Mereka pun pulang kembali. Dadan yang mendengar ucapan kekasihnya itu segera berpikir di sudut ruang di kamar kosannya. Ia berpikir bagaimana caranya membuat Nur bisa melihat kembali. Ia lantas mencari di internet mengenai kebutaan sejak lahir, ia juga pergi ke toko buku, dan ke rumah sakit tuk bertanya kembali pada dokter tentang bagaimana membuat Nur bisa melihat. Tapi semuanya tak ada jawabnya. Dokter hanya bilang, “Cuma ada satu cara, melalui oprasi dan butuh donor mata.”

Ia lantas mencari orang yang bisa mendonorkan matanya untuk gadis pujaanya itu, ia mencari di internet, dan di seluruh pelosok kota. “Namun mana ada” pikirnya. Orang yang menyumbang dalam bentuk uang saja sulit, apalagi dalam bentuk organ tubuh.

Tapi akhirnya setelah mencari ke sana kemari ia pun menelephone Nur untuk memberi sebuah kabar gembira padanya,

“Halo, Nur,kata Dadan di telephone.

“Ia mas ada apa?” jawab Nur

“Aku punya kabar gembira untukmu,kata Dadan.

“Apa mas?” tanya Nur penasaran.

“Sebentar lagi, kamu bisa melihat lagi, aku sudah menemukan donor mata untukmu,ujar Dadan.

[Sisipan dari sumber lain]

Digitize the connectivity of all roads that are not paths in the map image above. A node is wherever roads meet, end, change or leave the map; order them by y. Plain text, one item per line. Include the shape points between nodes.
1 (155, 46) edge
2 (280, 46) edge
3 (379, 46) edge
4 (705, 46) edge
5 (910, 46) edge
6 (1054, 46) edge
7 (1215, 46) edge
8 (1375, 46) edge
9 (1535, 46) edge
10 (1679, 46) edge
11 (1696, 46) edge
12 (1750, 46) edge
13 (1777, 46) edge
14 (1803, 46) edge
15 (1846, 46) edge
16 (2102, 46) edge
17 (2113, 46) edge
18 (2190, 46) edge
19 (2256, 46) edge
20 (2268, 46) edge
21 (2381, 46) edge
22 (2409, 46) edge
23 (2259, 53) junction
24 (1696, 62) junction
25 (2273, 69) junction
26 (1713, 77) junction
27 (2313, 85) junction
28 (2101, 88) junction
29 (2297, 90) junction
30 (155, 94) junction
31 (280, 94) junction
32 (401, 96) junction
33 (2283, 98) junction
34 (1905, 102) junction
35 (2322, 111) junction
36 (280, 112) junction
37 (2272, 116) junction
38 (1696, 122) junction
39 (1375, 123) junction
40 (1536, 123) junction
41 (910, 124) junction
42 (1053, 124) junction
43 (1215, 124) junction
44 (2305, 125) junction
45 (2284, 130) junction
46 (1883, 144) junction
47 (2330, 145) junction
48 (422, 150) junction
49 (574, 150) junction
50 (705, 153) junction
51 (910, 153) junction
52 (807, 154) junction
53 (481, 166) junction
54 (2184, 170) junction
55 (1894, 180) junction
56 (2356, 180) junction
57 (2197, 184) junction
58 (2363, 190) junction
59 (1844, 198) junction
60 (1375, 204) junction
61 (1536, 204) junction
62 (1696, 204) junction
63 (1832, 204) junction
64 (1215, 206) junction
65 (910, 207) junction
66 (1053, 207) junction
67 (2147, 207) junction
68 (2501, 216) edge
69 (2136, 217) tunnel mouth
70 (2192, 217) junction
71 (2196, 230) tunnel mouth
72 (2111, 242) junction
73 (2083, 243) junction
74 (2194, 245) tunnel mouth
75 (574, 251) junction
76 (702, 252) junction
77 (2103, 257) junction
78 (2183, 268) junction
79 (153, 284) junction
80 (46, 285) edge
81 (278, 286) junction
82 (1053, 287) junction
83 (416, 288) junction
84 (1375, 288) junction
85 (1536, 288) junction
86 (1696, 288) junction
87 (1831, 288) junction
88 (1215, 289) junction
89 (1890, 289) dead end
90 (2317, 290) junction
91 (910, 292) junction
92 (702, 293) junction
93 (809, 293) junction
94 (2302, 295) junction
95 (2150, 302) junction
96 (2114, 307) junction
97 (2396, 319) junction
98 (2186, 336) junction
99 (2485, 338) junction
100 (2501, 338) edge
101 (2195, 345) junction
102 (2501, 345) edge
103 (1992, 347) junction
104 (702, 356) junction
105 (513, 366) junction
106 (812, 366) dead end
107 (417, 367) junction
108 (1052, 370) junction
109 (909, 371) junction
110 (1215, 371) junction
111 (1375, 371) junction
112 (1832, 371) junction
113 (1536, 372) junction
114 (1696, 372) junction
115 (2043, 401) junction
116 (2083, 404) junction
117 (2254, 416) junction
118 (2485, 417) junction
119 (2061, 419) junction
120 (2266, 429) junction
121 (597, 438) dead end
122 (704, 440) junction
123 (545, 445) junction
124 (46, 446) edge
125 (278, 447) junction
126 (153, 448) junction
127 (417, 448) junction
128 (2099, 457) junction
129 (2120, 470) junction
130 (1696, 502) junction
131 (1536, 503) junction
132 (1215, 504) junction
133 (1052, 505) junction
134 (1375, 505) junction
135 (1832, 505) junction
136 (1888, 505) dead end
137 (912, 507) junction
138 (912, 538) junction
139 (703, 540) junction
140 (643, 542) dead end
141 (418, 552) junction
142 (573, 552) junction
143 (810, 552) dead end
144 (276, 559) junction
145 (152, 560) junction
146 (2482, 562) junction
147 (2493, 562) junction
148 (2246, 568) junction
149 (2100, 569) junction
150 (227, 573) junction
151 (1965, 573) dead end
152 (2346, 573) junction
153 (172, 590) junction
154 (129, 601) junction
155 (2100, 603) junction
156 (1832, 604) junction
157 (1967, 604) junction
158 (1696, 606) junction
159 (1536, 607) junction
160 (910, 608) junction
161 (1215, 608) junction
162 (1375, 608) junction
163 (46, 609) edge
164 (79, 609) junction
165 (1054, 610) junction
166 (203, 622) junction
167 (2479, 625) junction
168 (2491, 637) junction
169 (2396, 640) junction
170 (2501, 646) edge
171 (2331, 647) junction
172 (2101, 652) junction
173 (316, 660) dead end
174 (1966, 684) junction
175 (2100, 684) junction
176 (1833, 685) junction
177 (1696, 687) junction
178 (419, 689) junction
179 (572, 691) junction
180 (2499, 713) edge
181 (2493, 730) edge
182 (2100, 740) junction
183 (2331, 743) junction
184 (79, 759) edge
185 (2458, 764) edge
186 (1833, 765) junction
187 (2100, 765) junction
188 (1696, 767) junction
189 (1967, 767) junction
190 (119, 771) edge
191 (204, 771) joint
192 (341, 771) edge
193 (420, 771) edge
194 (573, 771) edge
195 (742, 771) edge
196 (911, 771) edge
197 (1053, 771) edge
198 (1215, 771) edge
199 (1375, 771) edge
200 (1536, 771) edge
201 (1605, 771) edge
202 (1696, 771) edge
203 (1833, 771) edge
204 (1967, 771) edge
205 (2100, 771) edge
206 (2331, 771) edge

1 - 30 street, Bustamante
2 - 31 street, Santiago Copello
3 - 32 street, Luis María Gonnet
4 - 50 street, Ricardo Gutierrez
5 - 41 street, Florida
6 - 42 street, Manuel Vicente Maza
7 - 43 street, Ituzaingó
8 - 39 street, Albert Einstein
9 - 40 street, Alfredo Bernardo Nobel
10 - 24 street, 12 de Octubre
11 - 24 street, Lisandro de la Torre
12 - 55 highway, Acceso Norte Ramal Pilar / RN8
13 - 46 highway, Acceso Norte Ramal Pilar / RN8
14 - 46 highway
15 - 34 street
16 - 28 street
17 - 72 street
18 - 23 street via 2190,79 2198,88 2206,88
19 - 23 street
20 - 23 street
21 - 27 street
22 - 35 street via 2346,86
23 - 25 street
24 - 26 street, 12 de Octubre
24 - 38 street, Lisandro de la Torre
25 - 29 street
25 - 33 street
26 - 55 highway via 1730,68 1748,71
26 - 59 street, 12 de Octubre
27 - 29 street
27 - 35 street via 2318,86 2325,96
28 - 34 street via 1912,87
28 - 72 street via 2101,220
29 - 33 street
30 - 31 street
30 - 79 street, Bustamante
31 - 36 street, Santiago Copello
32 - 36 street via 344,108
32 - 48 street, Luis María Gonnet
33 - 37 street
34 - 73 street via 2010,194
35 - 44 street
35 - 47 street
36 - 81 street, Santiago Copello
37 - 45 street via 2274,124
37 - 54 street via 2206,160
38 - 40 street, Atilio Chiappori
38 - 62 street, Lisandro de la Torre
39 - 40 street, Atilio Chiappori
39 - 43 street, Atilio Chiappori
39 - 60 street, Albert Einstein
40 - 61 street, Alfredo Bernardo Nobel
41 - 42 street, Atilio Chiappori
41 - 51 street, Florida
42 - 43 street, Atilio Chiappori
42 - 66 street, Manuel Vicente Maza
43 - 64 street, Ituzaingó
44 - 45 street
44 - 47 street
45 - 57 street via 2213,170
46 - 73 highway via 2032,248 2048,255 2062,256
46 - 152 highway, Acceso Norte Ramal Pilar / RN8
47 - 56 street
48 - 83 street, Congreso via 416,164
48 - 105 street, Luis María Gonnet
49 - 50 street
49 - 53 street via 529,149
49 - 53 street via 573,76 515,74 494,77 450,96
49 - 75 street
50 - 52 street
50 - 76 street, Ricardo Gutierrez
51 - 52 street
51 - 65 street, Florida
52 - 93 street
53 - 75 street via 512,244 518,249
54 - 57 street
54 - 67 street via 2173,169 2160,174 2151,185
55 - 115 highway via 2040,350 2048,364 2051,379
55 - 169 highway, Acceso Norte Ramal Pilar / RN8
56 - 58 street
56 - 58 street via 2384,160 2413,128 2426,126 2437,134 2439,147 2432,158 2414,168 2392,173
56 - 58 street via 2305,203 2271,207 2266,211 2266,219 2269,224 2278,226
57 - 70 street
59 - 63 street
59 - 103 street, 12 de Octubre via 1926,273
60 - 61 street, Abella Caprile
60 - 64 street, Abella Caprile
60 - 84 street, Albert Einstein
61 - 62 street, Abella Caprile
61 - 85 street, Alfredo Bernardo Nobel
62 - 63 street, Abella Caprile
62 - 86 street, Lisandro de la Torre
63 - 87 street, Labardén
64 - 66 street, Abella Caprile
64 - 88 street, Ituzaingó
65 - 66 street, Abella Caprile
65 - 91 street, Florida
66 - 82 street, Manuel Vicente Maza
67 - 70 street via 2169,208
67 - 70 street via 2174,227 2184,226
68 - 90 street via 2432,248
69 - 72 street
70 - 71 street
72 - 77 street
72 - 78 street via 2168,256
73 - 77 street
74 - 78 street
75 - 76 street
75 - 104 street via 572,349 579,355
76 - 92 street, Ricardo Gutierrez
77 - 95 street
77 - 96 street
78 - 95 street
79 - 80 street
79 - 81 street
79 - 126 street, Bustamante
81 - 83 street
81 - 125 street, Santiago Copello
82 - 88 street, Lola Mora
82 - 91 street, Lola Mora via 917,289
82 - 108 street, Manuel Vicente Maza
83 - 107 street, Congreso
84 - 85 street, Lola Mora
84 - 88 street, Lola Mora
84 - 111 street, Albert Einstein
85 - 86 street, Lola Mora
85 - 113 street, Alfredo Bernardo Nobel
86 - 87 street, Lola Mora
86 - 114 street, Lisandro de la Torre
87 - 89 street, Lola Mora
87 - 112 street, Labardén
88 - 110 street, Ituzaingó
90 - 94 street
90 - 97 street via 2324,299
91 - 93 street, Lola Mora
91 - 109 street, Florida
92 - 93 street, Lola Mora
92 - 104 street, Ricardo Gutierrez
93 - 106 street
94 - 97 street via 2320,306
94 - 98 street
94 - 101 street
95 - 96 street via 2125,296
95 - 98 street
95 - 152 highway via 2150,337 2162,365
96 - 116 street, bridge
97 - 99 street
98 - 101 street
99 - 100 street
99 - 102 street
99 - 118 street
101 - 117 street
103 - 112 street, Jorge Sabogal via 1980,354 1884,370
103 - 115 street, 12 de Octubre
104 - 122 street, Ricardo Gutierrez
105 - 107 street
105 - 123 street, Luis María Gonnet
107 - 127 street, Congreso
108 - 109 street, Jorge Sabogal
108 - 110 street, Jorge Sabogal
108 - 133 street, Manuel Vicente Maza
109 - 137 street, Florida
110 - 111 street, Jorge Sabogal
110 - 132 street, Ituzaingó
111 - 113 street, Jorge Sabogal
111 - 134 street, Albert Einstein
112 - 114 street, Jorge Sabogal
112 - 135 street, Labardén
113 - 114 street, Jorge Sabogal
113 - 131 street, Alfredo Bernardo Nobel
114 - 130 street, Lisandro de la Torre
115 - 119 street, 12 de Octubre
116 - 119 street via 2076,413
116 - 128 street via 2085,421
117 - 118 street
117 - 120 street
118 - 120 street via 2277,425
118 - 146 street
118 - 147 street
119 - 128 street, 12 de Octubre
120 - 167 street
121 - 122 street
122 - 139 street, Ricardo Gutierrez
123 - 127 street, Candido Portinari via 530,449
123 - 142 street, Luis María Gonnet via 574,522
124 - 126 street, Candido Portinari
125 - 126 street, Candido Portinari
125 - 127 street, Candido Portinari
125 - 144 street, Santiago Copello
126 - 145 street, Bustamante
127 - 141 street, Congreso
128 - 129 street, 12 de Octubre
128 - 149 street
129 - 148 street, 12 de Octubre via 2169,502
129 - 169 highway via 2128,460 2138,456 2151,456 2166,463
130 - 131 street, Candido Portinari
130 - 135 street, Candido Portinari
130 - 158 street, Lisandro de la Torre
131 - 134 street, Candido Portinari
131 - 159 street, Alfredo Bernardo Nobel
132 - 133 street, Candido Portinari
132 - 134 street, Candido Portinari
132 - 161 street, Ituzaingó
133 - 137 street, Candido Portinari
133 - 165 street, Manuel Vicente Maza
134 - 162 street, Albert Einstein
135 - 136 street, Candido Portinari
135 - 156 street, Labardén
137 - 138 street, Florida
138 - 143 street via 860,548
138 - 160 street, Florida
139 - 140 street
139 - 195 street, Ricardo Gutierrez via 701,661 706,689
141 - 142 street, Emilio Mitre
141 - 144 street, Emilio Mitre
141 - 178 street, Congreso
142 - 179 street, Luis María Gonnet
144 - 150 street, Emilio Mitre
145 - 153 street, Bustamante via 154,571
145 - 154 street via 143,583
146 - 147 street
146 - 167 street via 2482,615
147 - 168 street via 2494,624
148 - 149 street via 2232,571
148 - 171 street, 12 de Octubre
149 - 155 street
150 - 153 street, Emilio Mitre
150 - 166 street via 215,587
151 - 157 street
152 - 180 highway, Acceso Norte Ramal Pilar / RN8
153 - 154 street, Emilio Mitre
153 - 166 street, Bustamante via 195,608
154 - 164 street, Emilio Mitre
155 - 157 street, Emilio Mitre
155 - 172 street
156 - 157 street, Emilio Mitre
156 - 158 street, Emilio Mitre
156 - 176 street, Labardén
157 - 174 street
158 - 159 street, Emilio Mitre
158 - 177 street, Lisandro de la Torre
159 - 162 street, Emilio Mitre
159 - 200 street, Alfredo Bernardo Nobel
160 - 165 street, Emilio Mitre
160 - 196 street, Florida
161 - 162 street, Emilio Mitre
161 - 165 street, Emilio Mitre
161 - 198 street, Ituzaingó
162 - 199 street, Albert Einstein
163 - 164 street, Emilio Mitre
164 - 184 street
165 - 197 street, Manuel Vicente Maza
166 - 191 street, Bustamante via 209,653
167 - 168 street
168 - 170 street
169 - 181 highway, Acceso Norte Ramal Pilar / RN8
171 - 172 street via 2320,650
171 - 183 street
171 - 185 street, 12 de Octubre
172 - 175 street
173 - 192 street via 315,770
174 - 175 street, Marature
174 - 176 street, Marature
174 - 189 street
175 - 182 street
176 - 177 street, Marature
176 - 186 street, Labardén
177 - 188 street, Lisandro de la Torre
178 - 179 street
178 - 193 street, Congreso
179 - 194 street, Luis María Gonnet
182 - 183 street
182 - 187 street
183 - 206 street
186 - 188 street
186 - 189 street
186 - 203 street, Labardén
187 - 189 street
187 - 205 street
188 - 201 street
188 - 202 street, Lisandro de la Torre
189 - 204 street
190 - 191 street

Mendengar hal itu, Nur merasa sangat gembira sekali. Ia tak sabar ingin melihat lagi, ia tak sabar ingin melihat cahaya matahari, dan tentu ingin menikah dengan kekasih pujaannya yang selalu membahagiakan dia.

Seminggu kemudian, Nur diantar keluarganya menuju ke rumah sakit untuk operasi matanya. Semua keluarganya menunggu di luar berharap–harap cemas akan anaknya. Sedangkan Nur pun demikian, ia sangat tak sabar ingin bisa melihat lagi.

Operasi pun berjalan lancar, tapi perbannya baru bisa dibuka seminggu kemudian. Perasaan penuh harapan bersinggah di hati Nur. Namun ia tak merasakan keberadaan mas Dadan akhir–akhir ini.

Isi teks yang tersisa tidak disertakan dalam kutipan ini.